*Records supplied*
=-=-=
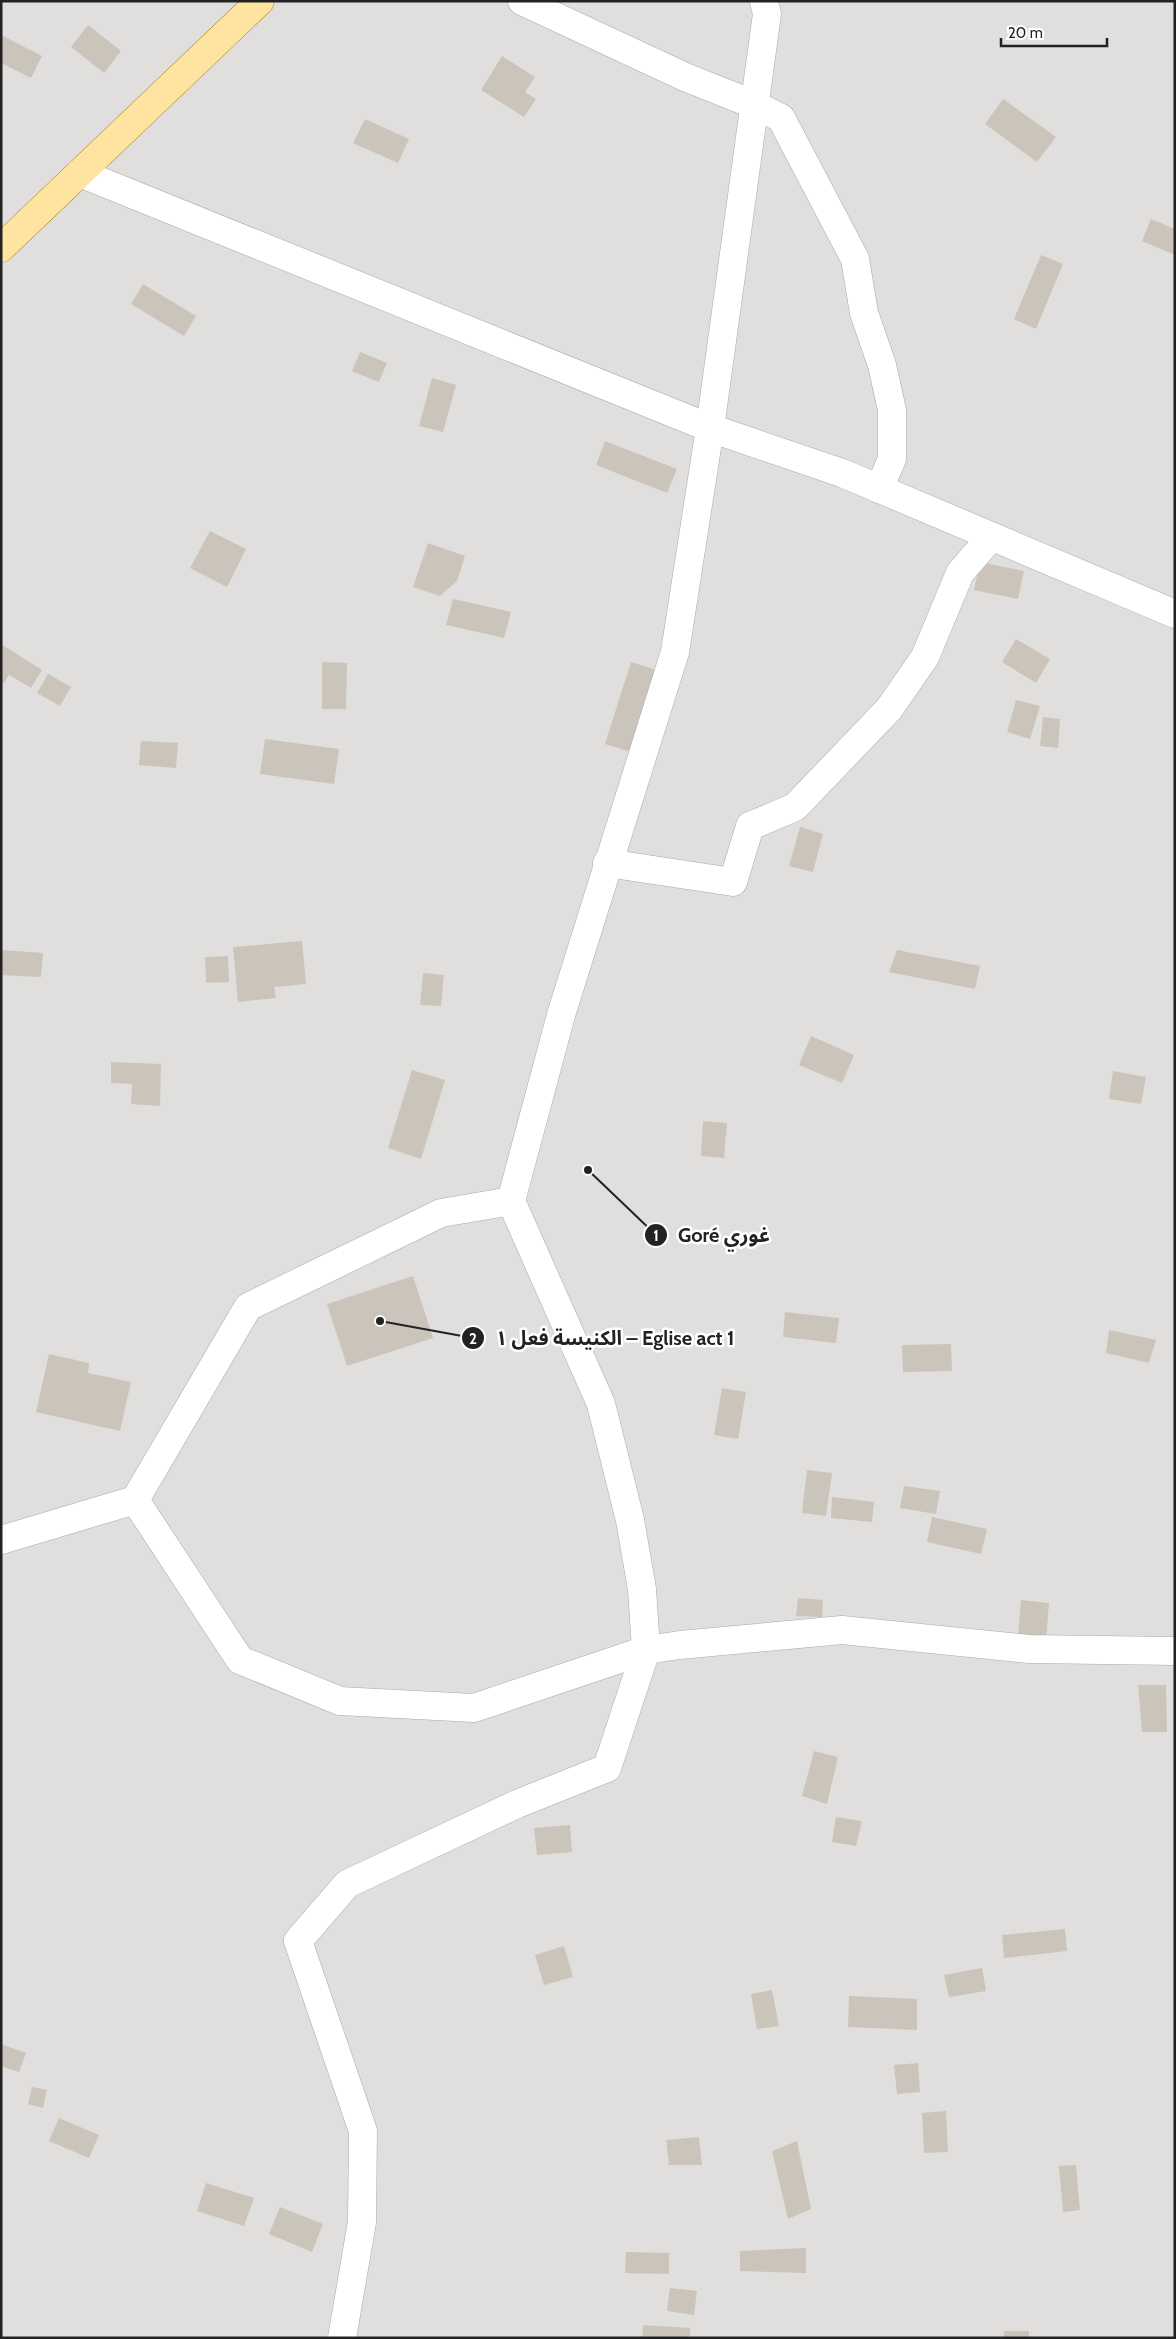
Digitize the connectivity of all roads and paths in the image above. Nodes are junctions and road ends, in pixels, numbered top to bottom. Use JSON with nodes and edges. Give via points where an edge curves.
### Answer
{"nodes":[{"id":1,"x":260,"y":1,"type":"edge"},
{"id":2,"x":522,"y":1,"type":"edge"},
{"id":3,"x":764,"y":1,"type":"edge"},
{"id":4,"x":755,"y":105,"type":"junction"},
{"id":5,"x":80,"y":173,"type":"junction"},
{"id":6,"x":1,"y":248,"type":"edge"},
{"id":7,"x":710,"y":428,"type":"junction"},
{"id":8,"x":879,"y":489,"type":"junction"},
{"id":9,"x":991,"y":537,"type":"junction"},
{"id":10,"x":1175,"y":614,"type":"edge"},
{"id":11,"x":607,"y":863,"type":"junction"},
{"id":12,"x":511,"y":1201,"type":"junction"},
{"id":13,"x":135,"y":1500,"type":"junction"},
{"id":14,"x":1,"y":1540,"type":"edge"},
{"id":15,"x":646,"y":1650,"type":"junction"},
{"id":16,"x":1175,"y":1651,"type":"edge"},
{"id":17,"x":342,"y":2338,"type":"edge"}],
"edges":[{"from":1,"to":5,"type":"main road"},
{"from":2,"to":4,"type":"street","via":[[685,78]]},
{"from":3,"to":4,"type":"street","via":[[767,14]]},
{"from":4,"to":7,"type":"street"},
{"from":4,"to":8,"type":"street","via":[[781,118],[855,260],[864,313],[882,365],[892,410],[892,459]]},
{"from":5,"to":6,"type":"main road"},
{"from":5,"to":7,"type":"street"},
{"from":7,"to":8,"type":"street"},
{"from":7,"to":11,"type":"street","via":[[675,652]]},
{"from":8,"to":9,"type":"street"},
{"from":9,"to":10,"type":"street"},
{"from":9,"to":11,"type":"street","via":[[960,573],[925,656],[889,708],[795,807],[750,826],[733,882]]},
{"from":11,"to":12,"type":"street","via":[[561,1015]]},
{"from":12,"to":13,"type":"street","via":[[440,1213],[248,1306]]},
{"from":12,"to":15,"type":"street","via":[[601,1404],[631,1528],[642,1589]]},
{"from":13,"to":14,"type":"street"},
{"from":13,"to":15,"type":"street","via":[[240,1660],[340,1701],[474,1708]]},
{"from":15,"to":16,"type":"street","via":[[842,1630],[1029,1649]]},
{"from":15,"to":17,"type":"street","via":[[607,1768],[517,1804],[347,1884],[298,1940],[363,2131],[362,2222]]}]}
=-=-=
*Task statement*
Transcribe the listing word for word, but keep its pictures out of the copy.

*Worked solution*
Digitize the connectivity of all roads and paths in the image above. Nodes are junctions and road ends, in pixels, numbered top to bottom. Use JSON with nodes and edges. Give via points where an edge curves.
### Answer
{"nodes":[{"id":1,"x":260,"y":1,"type":"edge"},
{"id":2,"x":522,"y":1,"type":"edge"},
{"id":3,"x":764,"y":1,"type":"edge"},
{"id":4,"x":755,"y":105,"type":"junction"},
{"id":5,"x":80,"y":173,"type":"junction"},
{"id":6,"x":1,"y":248,"type":"edge"},
{"id":7,"x":710,"y":428,"type":"junction"},
{"id":8,"x":879,"y":489,"type":"junction"},
{"id":9,"x":991,"y":537,"type":"junction"},
{"id":10,"x":1175,"y":614,"type":"edge"},
{"id":11,"x":607,"y":863,"type":"junction"},
{"id":12,"x":511,"y":1201,"type":"junction"},
{"id":13,"x":135,"y":1500,"type":"junction"},
{"id":14,"x":1,"y":1540,"type":"edge"},
{"id":15,"x":646,"y":1650,"type":"junction"},
{"id":16,"x":1175,"y":1651,"type":"edge"},
{"id":17,"x":342,"y":2338,"type":"edge"}],
"edges":[{"from":1,"to":5,"type":"main road"},
{"from":2,"to":4,"type":"street","via":[[685,78]]},
{"from":3,"to":4,"type":"street","via":[[767,14]]},
{"from":4,"to":7,"type":"street"},
{"from":4,"to":8,"type":"street","via":[[781,118],[855,260],[864,313],[882,365],[892,410],[892,459]]},
{"from":5,"to":6,"type":"main road"},
{"from":5,"to":7,"type":"street"},
{"from":7,"to":8,"type":"street"},
{"from":7,"to":11,"type":"street","via":[[675,652]]},
{"from":8,"to":9,"type":"street"},
{"from":9,"to":10,"type":"street"},
{"from":9,"to":11,"type":"street","via":[[960,573],[925,656],[889,708],[795,807],[750,826],[733,882]]},
{"from":11,"to":12,"type":"street","via":[[561,1015]]},
{"from":12,"to":13,"type":"street","via":[[440,1213],[248,1306]]},
{"from":12,"to":15,"type":"street","via":[[601,1404],[631,1528],[642,1589]]},
{"from":13,"to":14,"type":"street"},
{"from":13,"to":15,"type":"street","via":[[240,1660],[340,1701],[474,1708]]},
{"from":15,"to":16,"type":"street","via":[[842,1630],[1029,1649]]},
{"from":15,"to":17,"type":"street","via":[[607,1768],[517,1804],[347,1884],[298,1940],[363,2131],[362,2222]]}]}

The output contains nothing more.